Every Tree Has Stories to Tell
In her latest blog post, resident artisan Emily Derke writes about a recent exhibition organized by North House Instructor John Zasada.
Earlier this fall, I spent a weekend in Grand Rapids, Minnesota. John Zasada had organized an exhibit at the MacRostie Art Center, which was called “Every Tree Has Stories to Tell.” The exhibit featured work using materials from 5 trees: Birch, black ash, cedar, willow, and basswood. It seemed to me that the exhibit was meant to highlight the beauty and interesting qualities of each tree, just as much as the skill of the makers.
I’m not sure who all was in the exhibit. Some of John’s own stuff was in there. I had a few things on display, as well as many others that John knows from his connection to North House. Mike Schelmeske, Tina Fung Holder, Mark Hansen, Nate Johnson, Beth Homa Kraus, Judy Zugish, Lee Zieke, NH’s Rope Club, Wesley Hathaway, and many others had work on display.
John seems to be able to find anyone making anything interesting in the small towns of north central Minnesota, so there were plenty of makers from the little towns and rural communities in the area as well.
Some of the work was made specifically for this, and other pieces were brought from home collections. It really was all about the trees. Carved wood, woven bark, whole trunks used to make tables, mats, paddles, baskets, snowshoes, hats, and so much more were represented all just from these five trees.
One display of note was the collection of 5 bowls- one from each of the 5 trees. Looking at each one side by side showed the subtle differences between the woods, but also highlighted that they all can make a suitable vessel.
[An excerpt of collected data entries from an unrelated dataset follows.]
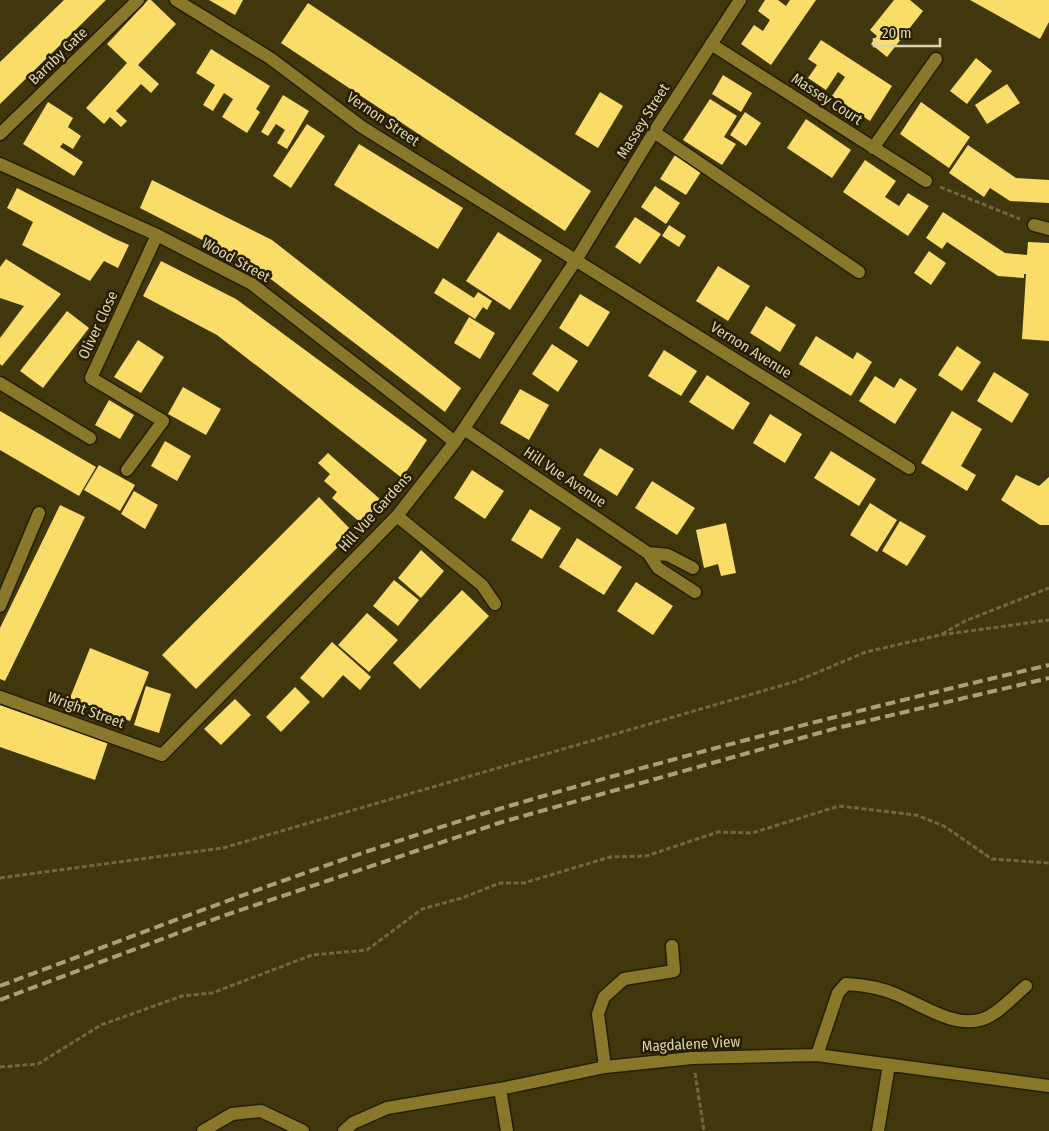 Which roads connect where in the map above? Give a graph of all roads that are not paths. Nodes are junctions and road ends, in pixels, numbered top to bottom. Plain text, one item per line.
1 (138, 0) edge
2 (176, 0) edge
3 (740, 0) edge
4 (711, 44) junction
5 (936, 59) dead end
6 (654, 132) junction
7 (0, 134) edge
8 (873, 148) junction
9 (0, 164) edge
10 (926, 181) road end
11 (1034, 225) road end
12 (1049, 228) edge
13 (157, 235) junction
14 (576, 260) junction
15 (859, 272) dead end
16 (0, 383) edge
17 (464, 429) junction
18 (90, 438) dead end
19 (455, 442) junction
20 (909, 468) dead end
21 (128, 470) dead end
22 (39, 513) dead end
23 (397, 516) junction
24 (648, 553) junction
25 (693, 568) dead end
26 (696, 592) dead end
27 (495, 604) dead end
28 (0, 606) edge
29 (0, 697) edge
30 (162, 755) joint
31 (672, 946) dead end
32 (1026, 986) dead end
33 (817, 1055) junction
34 (889, 1065) junction
35 (605, 1067) junction
36 (1049, 1086) edge
37 (500, 1089) junction
38 (203, 1131) edge
39 (303, 1131) edge
40 (344, 1131) edge
41 (507, 1131) edge
42 (878, 1131) edge

1 - 7 street, Barnby Gate
2 - 14 street, Vernon Street
3 - 4 street, Massey Street
4 - 6 street, Massey Street
4 - 8 street, Massey Court
5 - 8 street
6 - 14 street, Massey Street
6 - 15 street
8 - 10 street, Massey Court
9 - 13 street, Wood Street
11 - 12 street
13 - 19 street, Wood Street
13 - 21 street, Oliver Close
14 - 17 street, Hill Vue Gardens
14 - 20 street, Vernon Avenue
16 - 18 street
17 - 19 street, Hill Vue Gardens
17 - 24 street, Hill Vue Avenue
19 - 23 street, Hill Vue Gardens
22 - 28 street
23 - 27 street
23 - 30 street, Hill Vue Gardens
24 - 25 street
24 - 26 street
29 - 30 street, Wright Street
31 - 35 street
32 - 33 street
33 - 34 street, Magdalene View
33 - 35 street, Magdalene View
34 - 36 street, Magdalene View
34 - 42 street
35 - 37 street, Magdalene View
37 - 40 street, Magdalene View
37 - 41 street
38 - 39 street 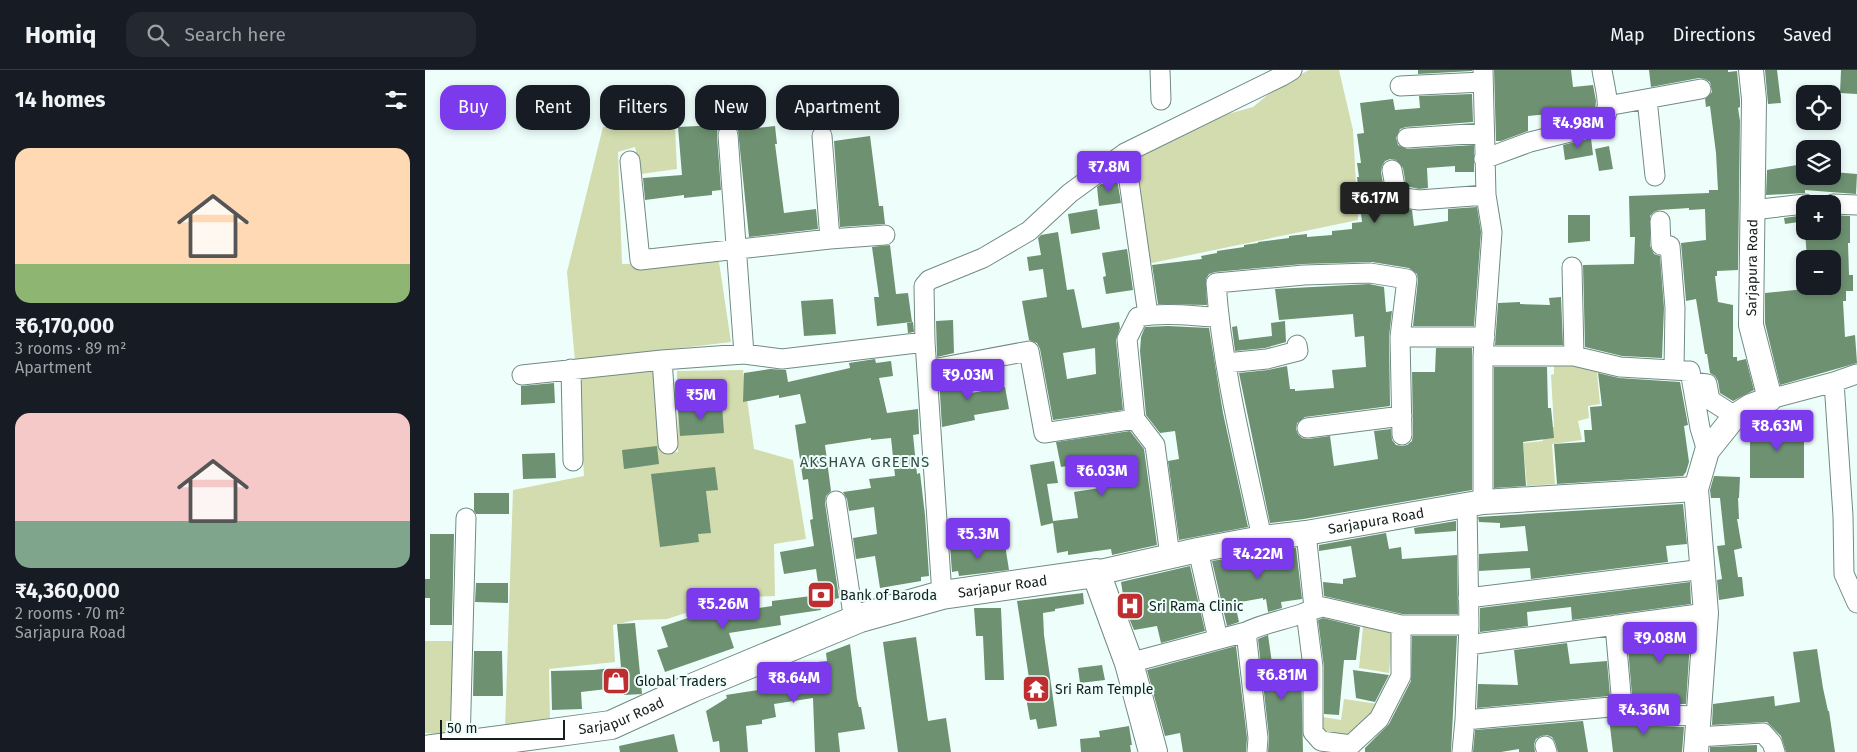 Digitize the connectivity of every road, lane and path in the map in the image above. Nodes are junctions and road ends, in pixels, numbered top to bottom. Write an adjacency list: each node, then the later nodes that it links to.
1 (1160, 70): 9 (street)
2 (1292, 70): 15 (street)
3 (1602, 70): 10 (street)
4 (1751, 70): 24 (street, Sarjapura Road)
5 (1483, 76): 6 (street); 11 (street)
6 (1400, 86)
7 (1701, 89): 8 (street)
8 (1647, 98): 10 (street); 19 (street)
9 (1161, 100)
10 (1607, 106): 16 (street)
11 (1484, 133): 14 (street); 16 (street)
12 (728, 135): 28 (street)
13 (822, 136): 27 (street)
14 (1407, 138)
15 (1125, 153): 30 (street); 33 (street)
16 (1484, 159): 20 (street)
17 (630, 161): 28 (street)
18 (1392, 170): 20 (street)
19 (1655, 176)
20 (1486, 194): 35 (street)
21 (1841, 204): 23 (street)
22 (1796, 205): 24 (street)
23 (1857, 205)
24 (1752, 210): 47 (street, Sarjapura Road)
25 (1660, 221): 41 (street)
26 (885, 235): 27 (street)
27 (830, 239): 28 (street)
28 (737, 249): 36 (street)
29 (1571, 267): 37 (street)
30 (1148, 314): 31 (street); 50 (street)
31 (1218, 318): 32 (street); 39 (street)
32 (1400, 338): 35 (street); 48 (street)
33 (925, 342): 36 (street); 42 (street)
34 (1297, 345): 39 (street)
35 (1484, 346): 37 (street); 58 (street)
36 (744, 354): 38 (street)
37 (1574, 356): 41 (street)
38 (663, 360): 40 (street); 53 (street)
39 (1226, 363): 61 (street)
40 (571, 369): 43 (street); 55 (street)
41 (1674, 369): 45 (street)
42 (927, 370): 50 (street); 66 (street)
43 (522, 375)
44 (1856, 376): 46 (street)
45 (1692, 382): 49 (street); 54 (street)
46 (1834, 382): 47 (street); 68 (street)
47 (1771, 399): 49 (street)
48 (1401, 416): 51 (street); 52 (street)
49 (1735, 416): 54 (street)
50 (1135, 419): 63 (street)
51 (1307, 428)
52 (1402, 435)
53 (668, 444)
54 (1707, 451): 56 (street)
55 (573, 461)
56 (1696, 489): 58 (street, Sarjapura Road); 64 (street)
57 (836, 501): 71 (street)
58 (1475, 504): 60 (street, Sarjapura Road); 67 (street)
59 (466, 518): 82 (street)
60 (1306, 532): 61 (street, Sarjapura Road); 69 (street)
61 (1262, 538): 62 (street, Sarjapura Road)
62 (1198, 550): 63 (street, Sarjapura Road); 76 (street)
63 (1170, 556): 65 (street, Sarjapura Road)
64 (1703, 569): 67 (street); 70 (street)
65 (1096, 573): 66 (main road, Sarjapur Road); 78 (main road)
66 (942, 595): 71 (main road, Sarjapur Road)
67 (1468, 598): 73 (street)
68 (1857, 603)
69 (1310, 610): 72 (street); 75 (street); 83 (street)
70 (1706, 612): 74 (street); 81 (street)
71 (853, 621): 82 (main road, Sarjapur Road)
72 (1401, 625): 73 (street); 83 (street)
73 (1469, 625): 77 (street)
74 (1615, 625): 77 (street); 79 (street)
75 (1246, 632): 76 (street); 86 (street)
76 (1217, 639): 78 (street)
77 (1469, 645): 80 (street)
78 (1129, 663): 85 (main road)
79 (1622, 706): 80 (street); 81 (street)
80 (1465, 720): 87 (street)
81 (1697, 735): 88 (street)
82 (459, 746): 84 (main road, Sarjapur Road)
83 (1337, 748)
84 (425, 750)
85 (1153, 752)
86 (1257, 752)
87 (1462, 752)
88 (1775, 752)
Another eye catcher was the cedar bark mat made by a group of friends in Leech Lake last year. For a few years in a row, a group of us got together to build a birch bark canoe as an educational and public event in Bemidji each summer in collaboration with the Indigenous Environmental Network, Rail River Folk School, and Nate Johnson. In 2020 we decided not to build a canoe, but to pursue a smaller project as a group instead. After working together on other harvest, craft and weaving projects over the years, we wove this mat as a group, and it has since gotten regular use.
One impressive collection was from Tina Fung Holder. John has been sharing basswood bark with anyone who will take it for years, and it is useful stuff. However, most of us who he shares it with just make simple string or other quick ties or small embellishments with it. Tina really blew us all away with the work she did in the last year with the basswood bark. She tried so many different ways of using it- creating baskets, bands, flat pieces and samples, crocheted, braided, woven, and coiled.
Around the room were signs that described different parts of each tree, how the tree grows, and what unique properties the trees possess.
It’s a pretty cool thing to see all of this stuff in one room. It’s much more than just stuff. It shows the relationship all of these craftspeople have with the trees they interact with. Each part of each tree has such a specific way that it bends, or carves or weaves, different from all the others. Each of the piece in the room started with the tree, and the maker knowing how and what to harvest. The final pieces that are made are certainly impressive, but so are all the steps leading up to that.